I am having real trouble understanding the first law of thermodynamics and I think the question, below, highlights most of my issues:

1) (a) A bomb calorimeter was calibrated by igniting a $0.825\ \mathrm{g}$ sample of benzoic acid in the presence of excess oxygen. The heat given out made the temperature of the calorimeter rise by $1.940\ \mathrm{K}$ from $298\ \mathrm{K}$. The internal energy of combustion of benzoic acid is $-3251\ \mathrm{kJ\ mol}^{-1}$. Calculate the heat capacity of the calorimeter.

(b) In two separate experiments in the same apparatus, $0.498\ \mathrm{g}$ of fumaric and $0.509\ \mathrm{g}$ of maleic acid (both of RMM 116) were ignited and gave temperature rises of $0.507\ \mathrm{K}$ and $0.528\ \mathrm{K}$ respectively. Use the heat capacity of the calorimeter, calculated in (a), to calculate (i) the molar internal energy of combustion, (ii) the molar enthalpy of combustion, and (iii) the molar enthalpy of formation of fumaric and maleic acids. Comment on the difference. The standard enthalpy of formation of water is $285.8\ \mathrm{kJ\ mol}^{-1}$ and of $\ce{CO2}$: $-393.5\ \mathrm{kJ\ mol}^{-1}$.

Part (a) was fine - the heat capacity at a constant pressure = change in internal energy/temperature change. Then divide by number of moles.

Part (b) is where I struggle conceptually. I got the answer correct but only by following lecture notes. Sticking with just fumaric acid because there's no point talking about both. It's easy to find the molar change in internal energy using the constant volume heat capacity ($-1338\ \mathrm{kJ\ mol}^{-1}$).

However, to find the molar enthalpy change, the change in $H = U + pV$. but since $\ce{pV=nRT; H=U+nRT}$ where n depends on the change in the number of gaseous moles from products to reactants - in this case +1. So $H = U + RT$ giving $-1336\ \mathrm{kJ\ mol}^{-1}$ (less exothermic).

Firstly: Why are the values negative. If the system is the fumaric acid/products of reaction then surely there is an increase in internal energy because the particles will be moving faster after the bonds have broken. (Am I right in thinking that the system is the chemical)?

Secondly: Why is the enthalpy value less exothermic? (I have a very poor grasp for what enthalpy is especially in a situation like this).

Any help with answering my questions or helping me with this concept would be greatly appreciated. Also, do you know any good books/videos I could watch to help me undertand?


Combustion releases energy from the system usually as heat and/or work to the surroundings, that's why the standard energy of combustion has a negative sign.
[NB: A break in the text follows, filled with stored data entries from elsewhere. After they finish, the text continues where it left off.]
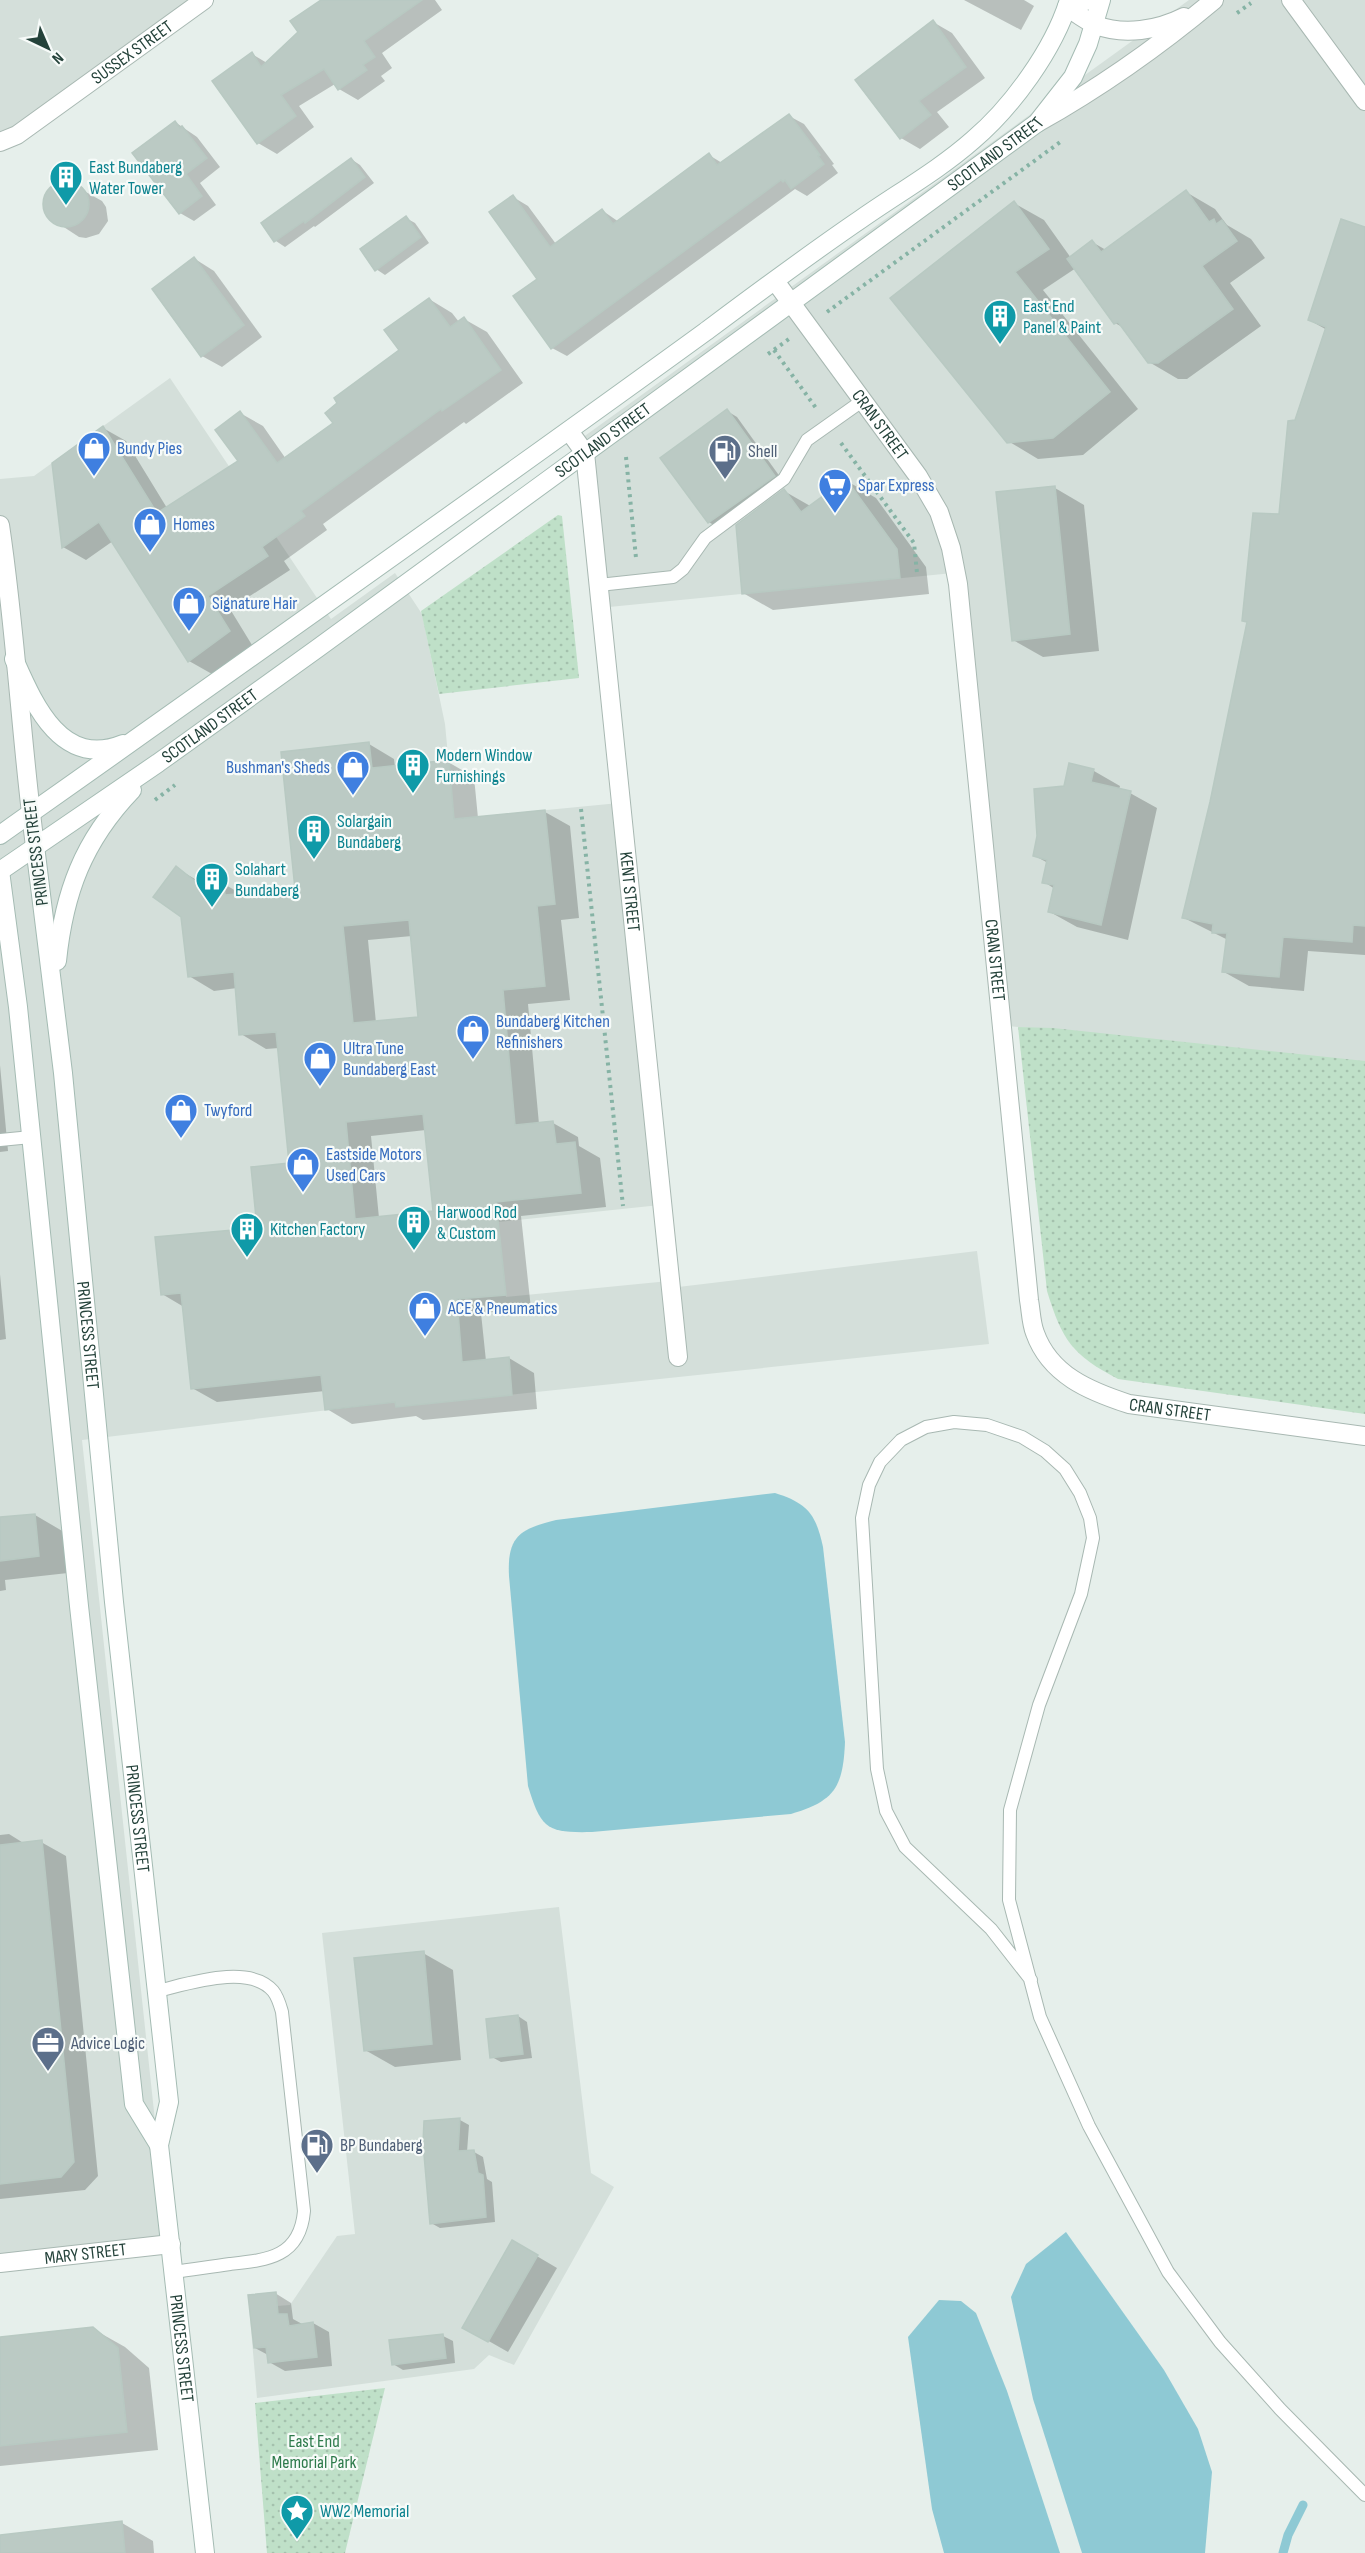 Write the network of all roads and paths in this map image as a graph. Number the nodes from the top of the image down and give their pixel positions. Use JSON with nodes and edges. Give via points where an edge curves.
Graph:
{"nodes":[{"id":1,"x":204,"y":0,"type":"edge"},
{"id":2,"x":1089,"y":0,"type":"edge"},
{"id":3,"x":1101,"y":0,"type":"edge"},
{"id":4,"x":1291,"y":0,"type":"edge"},
{"id":5,"x":1251,"y":3,"type":"dead end"},
{"id":6,"x":1068,"y":4,"type":"edge"},
{"id":7,"x":1210,"y":4,"type":"edge"},
{"id":8,"x":1233,"y":16,"type":"dead end"},
{"id":9,"x":1095,"y":24,"type":"junction"},
{"id":10,"x":1365,"y":101,"type":"edge"},
{"id":11,"x":1037,"y":123,"type":"junction"},
{"id":12,"x":1070,"y":135,"type":"dead end"},
{"id":13,"x":0,"y":142,"type":"edge"},
{"id":14,"x":775,"y":281,"type":"junction"},
{"id":15,"x":791,"y":304,"type":"junction"},
{"id":16,"x":808,"y":326,"type":"junction"},
{"id":17,"x":774,"y":350,"type":"junction"},
{"id":18,"x":760,"y":360,"type":"dead end"},
{"id":19,"x":862,"y":401,"type":"junction"},
{"id":20,"x":828,"y":426,"type":"junction"},
{"id":21,"x":569,"y":431,"type":"junction"},
{"id":22,"x":636,"y":450,"type":"dead end"},
{"id":23,"x":585,"y":453,"type":"junction"},
{"id":24,"x":626,"y":457,"type":"junction"},
{"id":25,"x":588,"y":484,"type":"junction"},
{"id":26,"x":0,"y":525,"type":"edge"},
{"id":27,"x":917,"y":573,"type":"dead end"},
{"id":28,"x":639,"y":581,"type":"junction"},
{"id":29,"x":598,"y":585,"type":"junction"},
{"id":30,"x":14,"y":659,"type":"junction"},
{"id":31,"x":138,"y":738,"type":"junction"},
{"id":32,"x":158,"y":763,"type":"junction"},
{"id":33,"x":178,"y":783,"type":"dead end"},
{"id":34,"x":581,"y":808,"type":"dead end"},
{"id":35,"x":148,"y":810,"type":"dead end"},
{"id":36,"x":31,"y":813,"type":"junction"},
{"id":37,"x":0,"y":835,"type":"edge"},
{"id":38,"x":35,"y":846,"type":"junction"},
{"id":39,"x":0,"y":871,"type":"edge"},
{"id":40,"x":0,"y":976,"type":"edge"},
{"id":41,"x":53,"y":992,"type":"junction"},
{"id":42,"x":18,"y":1007,"type":"junction"},
{"id":43,"x":31,"y":1137,"type":"junction"},
{"id":44,"x":0,"y":1140,"type":"edge"},
{"id":45,"x":623,"y":1206,"type":"dead end"},
{"id":46,"x":678,"y":1358,"type":"dead end"},
{"id":47,"x":1365,"y":1436,"type":"edge"},
{"id":48,"x":1031,"y":1980,"type":"junction"},
{"id":49,"x":157,"y":1990,"type":"junction"},
{"id":50,"x":159,"y":2145,"type":"junction"},
{"id":51,"x":171,"y":2244,"type":"junction"},
{"id":52,"x":0,"y":2263,"type":"edge"},
{"id":53,"x":174,"y":2272,"type":"junction"},
{"id":54,"x":1365,"y":2495,"type":"edge"},
{"id":55,"x":205,"y":2553,"type":"edge"}],
"edges":[{"from":1,"to":13,"type":"main road","name":"SUSSEX STREET","via":[[17,135]]},
{"from":2,"to":6,"type":"main road"},
{"from":3,"to":9,"type":"main road"},
{"from":4,"to":10,"type":"main road"},
{"from":5,"to":8,"type":"path"},
{"from":6,"to":9,"type":"main road","name":"SCOTLAND STREET"},
{"from":6,"to":14,"type":"main road","name":"SCOTLAND STREET","via":[[1058,30],[1036,66],[974,140]]},
{"from":7,"to":9,"type":"main road","name":"SCOTLAND STREET","via":[[1175,22],[1152,28],[1118,31]]},
{"from":7,"to":11,"type":"main road","name":"SCOTLAND STREET","via":[[1094,91]]},
{"from":9,"to":11,"type":"main road","via":[[1073,77]]},
{"from":11,"to":15,"type":"main road","name":"SCOTLAND STREET"},
{"from":12,"to":16,"type":"path"},
{"from":14,"to":15,"type":"main road","name":"CRAN STREET"},
{"from":14,"to":21,"type":"main road","name":"SCOTLAND STREET"},
{"from":15,"to":16,"type":"main road","name":"CRAN STREET"},
{"from":15,"to":23,"type":"main road","name":"SCOTLAND STREET"},
{"from":16,"to":17,"type":"path"},
{"from":16,"to":19,"type":"main road","name":"CRAN STREET"},
{"from":17,"to":18,"type":"path"},
{"from":17,"to":20,"type":"path"},
{"from":19,"to":20,"type":"lane"},
{"from":19,"to":47,"type":"main road","name":"CRAN STREET","via":[[918,476],[939,512],[958,584],[1034,1331],[1046,1355],[1063,1373],[1099,1394],[1129,1404]]},
{"from":20,"to":27,"type":"path","via":[[914,543]]},
{"from":20,"to":28,"type":"lane","via":[[807,440],[784,479],[705,538],[679,573]]},
{"from":21,"to":23,"type":"main road"},
{"from":21,"to":31,"type":"main road","name":"SCOTLAND STREET"},
{"from":22,"to":24,"type":"path"},
{"from":23,"to":25,"type":"main road","name":"KENT STREET"},
{"from":23,"to":32,"type":"main road","name":"SCOTLAND STREET"},
{"from":24,"to":25,"type":"path"},
{"from":24,"to":28,"type":"path"},
{"from":25,"to":29,"type":"main road","name":"KENT STREET"},
{"from":26,"to":30,"type":"main road","name":"PRINCESS STREET"},
{"from":28,"to":29,"type":"lane"},
{"from":29,"to":46,"type":"main road","name":"KENT STREET"},
{"from":30,"to":31,"type":"main road","via":[[41,714],[72,743],[99,750]]},
{"from":30,"to":36,"type":"main road","name":"PRINCESS STREET"},
{"from":31,"to":36,"type":"main road","name":"SCOTLAND STREET"},
{"from":32,"to":38,"type":"main road","name":"SCOTLAND STREET"},
{"from":32,"to":41,"type":"main road","via":[[104,822],[80,863],[64,909]]},
{"from":33,"to":35,"type":"path"},
{"from":34,"to":45,"type":"path"},
{"from":36,"to":37,"type":"main road","name":"SCOTLAND STREET"},
{"from":36,"to":38,"type":"main road","name":"PRINCESS STREET"},
{"from":38,"to":39,"type":"main road","name":"SCOTLAND STREET"},
{"from":38,"to":41,"type":"main road","name":"PRINCESS STREET"},
{"from":39,"to":42,"type":"main road","name":"PRINCESS STREET"},
{"from":40,"to":42,"type":"main road"},
{"from":41,"to":49,"type":"main road","name":"PRINCESS STREET"},
{"from":42,"to":43,"type":"main road","name":"PRINCESS STREET"},
{"from":43,"to":44,"type":"lane"},
{"from":43,"to":50,"type":"main road","name":"PRINCESS STREET","via":[[134,2104]]},
{"from":48,"to":48,"type":"lane","via":[[1009,1900],[1010,1810],[1039,1705],[1081,1594],[1093,1538],[1090,1518],[1065,1469],[1022,1437],[987,1425],[954,1422],[926,1426],[901,1440],[880,1462],[869,1485],[862,1518],[877,1769],[886,1811],[905,1847],[991,1929]]},
{"from":48,"to":54,"type":"lane","via":[[1040,2017],[1089,2126],[1168,2272],[1220,2342]]},
{"from":49,"to":50,"type":"main road","name":"PRINCESS STREET","via":[[169,2102]]},
{"from":49,"to":53,"type":"lane","via":[[240,1976],[254,1978],[274,1992],[282,2012],[303,2211],[302,2225],[291,2246],[267,2260]]},
{"from":50,"to":51,"type":"main road","name":"PRINCESS STREET"},
{"from":51,"to":52,"type":"main road","name":"MARY STREET"},
{"from":51,"to":53,"type":"main road","name":"PRINCESS STREET"},
{"from":53,"to":55,"type":"main road","name":"PRINCESS STREET"}]}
The bomb is the system in this case (alternatively you can see the chemical as the system, but you will need to include the gaseous products in your system too, changing the volume of the system, which I find a less preferable viewpoint).

The value for the enthalpy will be lower since energy is trapped in the form of increased pressure introduced by the reactions products (mainly by $\ce{CO_2}$) in the bomb. This pressure can be used to do work on the surroundings (in an open system this will be usually on the atmosphere). If you determine the final pressure, you can calculate your $\Delta U$ back ($\Delta U = \Delta H - (p_{end}-p_{atm})V_{bomb}$).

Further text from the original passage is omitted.